The Web 2.0 world, which came with the digital revolution, has provided the NPC with tools to rise above some of the human factors that may have worked against previous censuses in the country. For example, at the 1962 census, reports were that there was an error of omission, when a large segment of the population in parts of the North was discovered not to have been captured. Later enumeration of the areas shows that about 8.5 million people would have been omitted, and their addition to the total census figures brought the population of the North to about 31 million people, making the total population of Nigeria at the time about 56 million people. This was when the population of Ghana was estimated at 6.64 million people.
Thus, the digital tools deployed by the NPC for the prosecution of the 2023 census, apart from helping to eliminate the problem of possible omission, will also eliminate other possible human errors in enumerations, such as duplication of enumeration, and enumeration in wrong places, to ensure the accuracy of the census results.
Two contentious issues that will not be canvassed as variables, at the 2023 National Population and Housing Census, are tribe and religion. These issues were hotly debated at a “data users’ workshop” organised by the NPC in Kaduna ahead of the 2006 census. It came against the background that religious jingoists and politicians who failed to rise above their clannish enclave relied on these divisive factors to view national issues with tinted glasses, with a motive to mislead the people.
The governor of Kaduna State at the time, Ahmed Muhammed Makarfi, was very vehement in his objection to canvassing religion and tribe at the census, on the grounds that they were very touchy and could endanger the acceptability of the census result. The NPC, in its wisdom, avoided those contentious issues. The issues remain contentious, and the commission has said they will not be canvassed in the 2023 National Population and Housing Census.
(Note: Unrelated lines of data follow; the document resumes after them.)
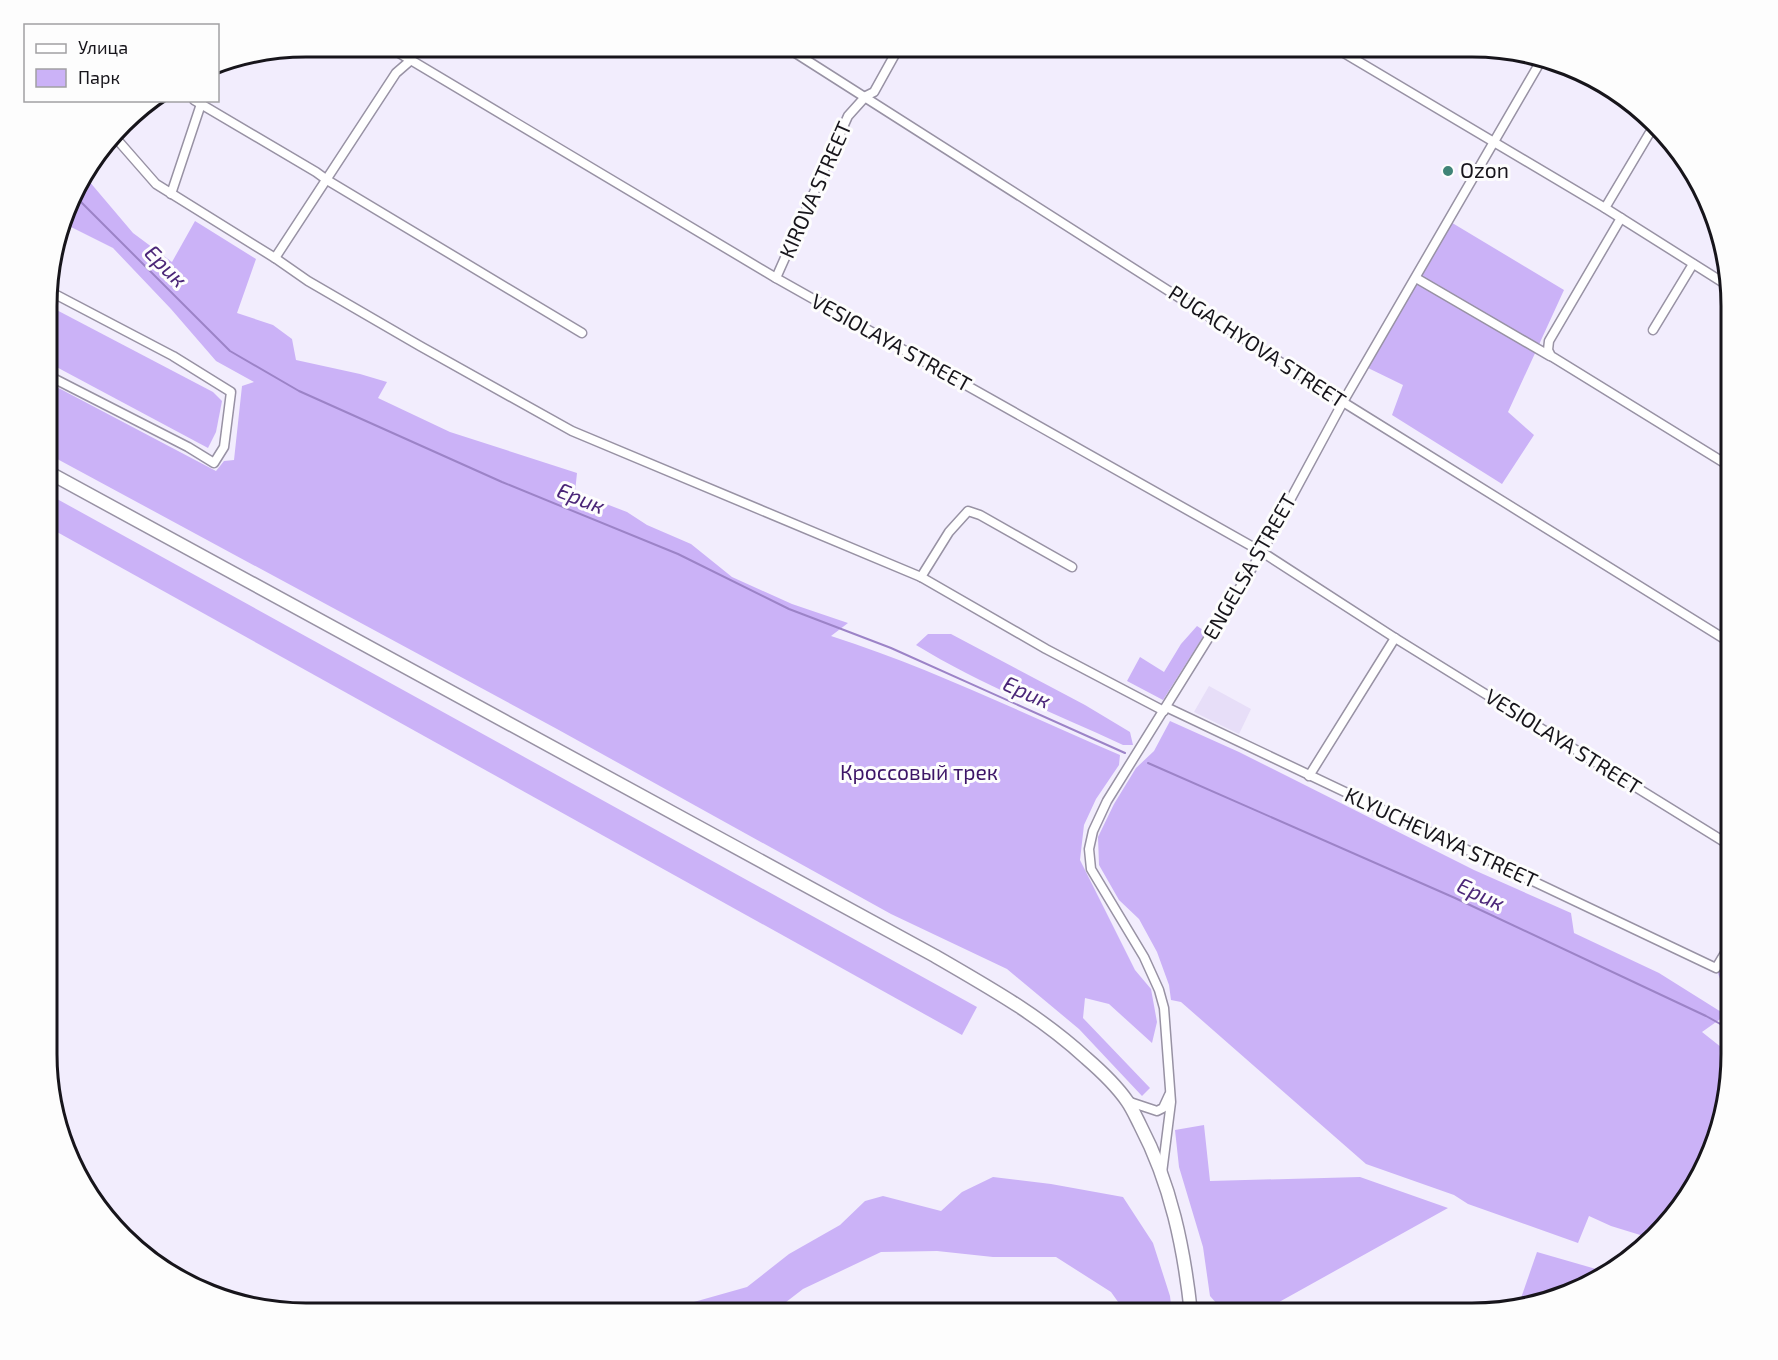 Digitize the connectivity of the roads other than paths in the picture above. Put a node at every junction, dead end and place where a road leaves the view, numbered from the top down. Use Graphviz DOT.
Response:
graph roads {
  1 [pos="406,57"];
  2 [pos="802,57"];
  3 [pos="893,57"];
  4 [pos="1351,57"];
  5 [pos="411,60"];
  6 [pos="1538,66"];
  7 [pos="866,96"];
  8 [pos="199,102"];
  9 [pos="1651,133"];
  10 [pos="119,142"];
  11 [pos="1495,143"];
  12 [pos="327,180"];
  13 [pos="171,194"];
  14 [pos="1605,208"];
  15 [pos="1621,218"];
  16 [pos="275,258"];
  17 [pos="1693,264"];
  18 [pos="776,278"];
  19 [pos="1416,278"];
  20 [pos="1719,280"];
  21 [pos="58,296"];
  22 [pos="1653,330"];
  23 [pos="582,333"];
  24 [pos="1551,356"];
  25 [pos="57,380"];
  26 [pos="1343,402"];
  27 [pos="1721,461"];
  28 [pos="57,477"];
  29 [pos="1262,552"];
  30 [pos="1072,567"];
  31 [pos="921,576"];
  32 [pos="1721,637"];
  33 [pos="1395,638"];
  34 [pos="1165,709"];
  35 [pos="1309,776"];
  36 [pos="1721,840"];
  37 [pos="1721,960"];
  38 [pos="1171,1089"];
  39 [pos="1127,1101"];
  40 [pos="1162,1173"];
  41 [pos="1190,1303"];
  1 -- 5 [label="street, VESIOLAYA STREET"];
  2 -- 7 [label="street, PUGACHYOVA STREET"];
  3 -- 7 [label="street, KIROVA STREET"];
  4 -- 11 [label="street"];
  5 -- 12 [label="street"];
  5 -- 18 [label="street, VESIOLAYA STREET"];
  6 -- 11 [label="street, ENGELSA STREET"];
  7 -- 18 [label="street, KIROVA STREET"];
  7 -- 26 [label="street, PUGACHYOVA STREET"];
  8 -- 12 [label="street"];
  8 -- 13 [label="street"];
  9 -- 14 [label="street"];
  10 -- 13 [label="street, KLYUCHEVAYA STREET"];
  11 -- 14 [label="street"];
  11 -- 19 [label="street, ENGELSA STREET"];
  12 -- 16 [label="street"];
  12 -- 23 [label="street"];
  13 -- 16 [label="street, KLYUCHEVAYA STREET"];
  14 -- 15 [label="street"];
  15 -- 17 [label="street"];
  15 -- 24 [label="street"];
  16 -- 31 [label="street, KLYUCHEVAYA STREET"];
  17 -- 20 [label="street"];
  17 -- 22 [label="street"];
  18 -- 29 [label="street, VESIOLAYA STREET"];
  19 -- 24 [label="street"];
  19 -- 26 [label="street, ENGELSA STREET"];
  21 -- 25 [label="street"];
  24 -- 27 [label="street"];
  26 -- 29 [label="street, ENGELSA STREET"];
  26 -- 32 [label="street, PUGACHYOVA STREET"];
  28 -- 39 [label="highway"];
  29 -- 33 [label="street, VESIOLAYA STREET"];
  29 -- 34 [label="street, ENGELSA STREET"];
  30 -- 31 [label="street"];
  31 -- 34 [label="street, KLYUCHEVAYA STREET"];
  33 -- 35 [label="street"];
  33 -- 36 [label="street, VESIOLAYA STREET"];
  34 -- 35 [label="street, KLYUCHEVAYA STREET"];
  34 -- 38 [label="street, ENGELSA STREET"];
  35 -- 37 [label="street, KLYUCHEVAYA STREET"];
  38 -- 39 [label="street"];
  38 -- 40 [label="street, ENGELSA STREET"];
  39 -- 40 [label="highway"];
  40 -- 41 [label="highway"];
}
Although the Lagos State government rejected the results of the 2006 census, the rejection was never upheld by the decision of any census tribunal because it never went on trial. At the 1991 declaration of census results, critics were so loud that the NPC chairman at the time, Alhaji Shehu Musa (late), in his defence of the population figures declared that “I am ready to go to jail if it is found that I tampered with census figures…” In the end, most of the states and local governments that challenged the 1991 census results at the census tribunal lost their cases, and their claims were voided.
What may be required for a successful 2023 National Population and Housing Census is citizens’ participation and their unbiased responses to enumeration questions. This means that participants in the census enumeration must necessarily do away with their old prejudices about what census is not; and avoid misrepresentation about the purpose census figures are not meant to serve; while the digital tools deployed to prosecute the census exercise, should be trusted to eliminate fears and suspicion of duplication of enumerations, or inflation of census figures.
The overall benefit of complete, credible and reliable census figures is that governments at all levels and other data users across all strata could achieve exactitude at their planning tables.